KTI is the national office that helps business to benefit from access to Irish expertise and technology by making it simple to connect and engage with the research base in Ireland. The KTI Impact Awards recognise excellence in industry engagement and commercialisation of research and they pay tribute to the businesses and research performing organisations involved in knowledge transfer.

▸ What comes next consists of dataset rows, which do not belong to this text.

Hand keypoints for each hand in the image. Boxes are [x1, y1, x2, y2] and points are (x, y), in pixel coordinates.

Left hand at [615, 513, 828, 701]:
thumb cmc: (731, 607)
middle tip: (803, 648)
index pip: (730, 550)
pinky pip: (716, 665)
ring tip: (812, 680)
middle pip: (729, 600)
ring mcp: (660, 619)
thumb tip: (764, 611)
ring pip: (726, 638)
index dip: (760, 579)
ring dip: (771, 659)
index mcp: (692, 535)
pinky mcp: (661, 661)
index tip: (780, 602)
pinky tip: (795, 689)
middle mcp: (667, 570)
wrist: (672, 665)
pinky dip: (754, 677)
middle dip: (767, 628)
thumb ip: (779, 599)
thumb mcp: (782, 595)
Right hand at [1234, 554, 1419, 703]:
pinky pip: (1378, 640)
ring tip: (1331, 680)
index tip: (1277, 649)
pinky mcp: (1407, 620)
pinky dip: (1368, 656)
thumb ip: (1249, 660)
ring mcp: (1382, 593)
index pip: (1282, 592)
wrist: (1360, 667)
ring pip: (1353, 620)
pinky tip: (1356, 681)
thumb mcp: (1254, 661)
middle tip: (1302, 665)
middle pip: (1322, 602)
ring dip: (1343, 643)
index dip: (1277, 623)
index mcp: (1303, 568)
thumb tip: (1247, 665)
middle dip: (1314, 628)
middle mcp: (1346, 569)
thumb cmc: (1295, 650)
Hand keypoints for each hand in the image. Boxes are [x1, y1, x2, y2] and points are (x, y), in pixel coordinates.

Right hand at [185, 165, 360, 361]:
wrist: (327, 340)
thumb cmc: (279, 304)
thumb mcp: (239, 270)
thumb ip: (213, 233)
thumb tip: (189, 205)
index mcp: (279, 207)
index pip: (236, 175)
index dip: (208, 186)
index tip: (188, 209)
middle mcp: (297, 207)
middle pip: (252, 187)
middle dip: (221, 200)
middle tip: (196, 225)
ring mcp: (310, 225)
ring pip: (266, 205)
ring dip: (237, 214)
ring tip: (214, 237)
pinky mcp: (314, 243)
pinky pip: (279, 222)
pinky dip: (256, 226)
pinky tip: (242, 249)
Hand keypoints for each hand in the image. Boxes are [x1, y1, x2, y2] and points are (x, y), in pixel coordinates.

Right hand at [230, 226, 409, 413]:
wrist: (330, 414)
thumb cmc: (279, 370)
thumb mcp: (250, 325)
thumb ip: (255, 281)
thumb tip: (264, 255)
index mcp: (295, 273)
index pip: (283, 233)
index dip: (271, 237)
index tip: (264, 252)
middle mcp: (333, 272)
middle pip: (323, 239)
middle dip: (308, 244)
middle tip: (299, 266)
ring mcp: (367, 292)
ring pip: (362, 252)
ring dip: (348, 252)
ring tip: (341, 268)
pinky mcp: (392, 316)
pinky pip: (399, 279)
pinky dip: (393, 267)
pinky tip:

Pictured at the announcement of the shortlist of finalists for the Knowledge Transfer Impact Awards to be held in the Royal Hospital Kilmainham on Thursday 30th March were (L-R) KTI Director Alison Campbell, Guest speaker and Senior Partner at Katawave Aidan McCullen and Journalist and Broadcaster Richard Curran. The awards recognise top performance in industry engagement and commercialisation of research and celebrate the achievements of businesses and research performing organisations involved in knowledge transfer across 7 categories.
Entrants included 7 universities, 4 Institutes of Technology and a number of other research performing organisations from around the country. Finalists included a wide variety of projects with economic and societal benefits. For example, Teagasc’s new technology licensed to Ornua will transform cheese-making manufacturing, opening up significant export markets in the Middle East. DCU collaborated with Intel and Croke Park on an Internet of Things “Smart Stadium” initiative which has been expanded to include Microsoft and over 30 SME’s. One of the University of Limerick shortlisted entries, was the license of technology to UK based Crescent Ops Ltd that has led to the development of a new low cost fingernail test for bone fragility which enables the more effective diagnosis of osteoporosis.
The judging panel made up of international and Irish experts looked at industry engagement and commercialisation of research across the following categories;
Speaking about the shortlist of finalists Director of Knowledge Transfer Ireland Dr Alison Campbell said, “The Impact Awards are about acknowledging and celebrating Ireland's knowledge transfer and research commercialisation successes and the people who make them happen - the on-the-ground staff in technology transfer offices and industry liaison offices around the country. This year we received a record number of entries across seven categories from Universities, Institutes of Technology and similar research organisations. The judging panel, made up of Irish and international experts in the field, commented on this high standard of submissions. The calibre of submissions reflects the long term investment to support knowledge transfer and to strengthen the technology transfer profession. Ireland is now home to the highest number of RTTP (Registered Technology Transfer Professionals) per capita in the world”.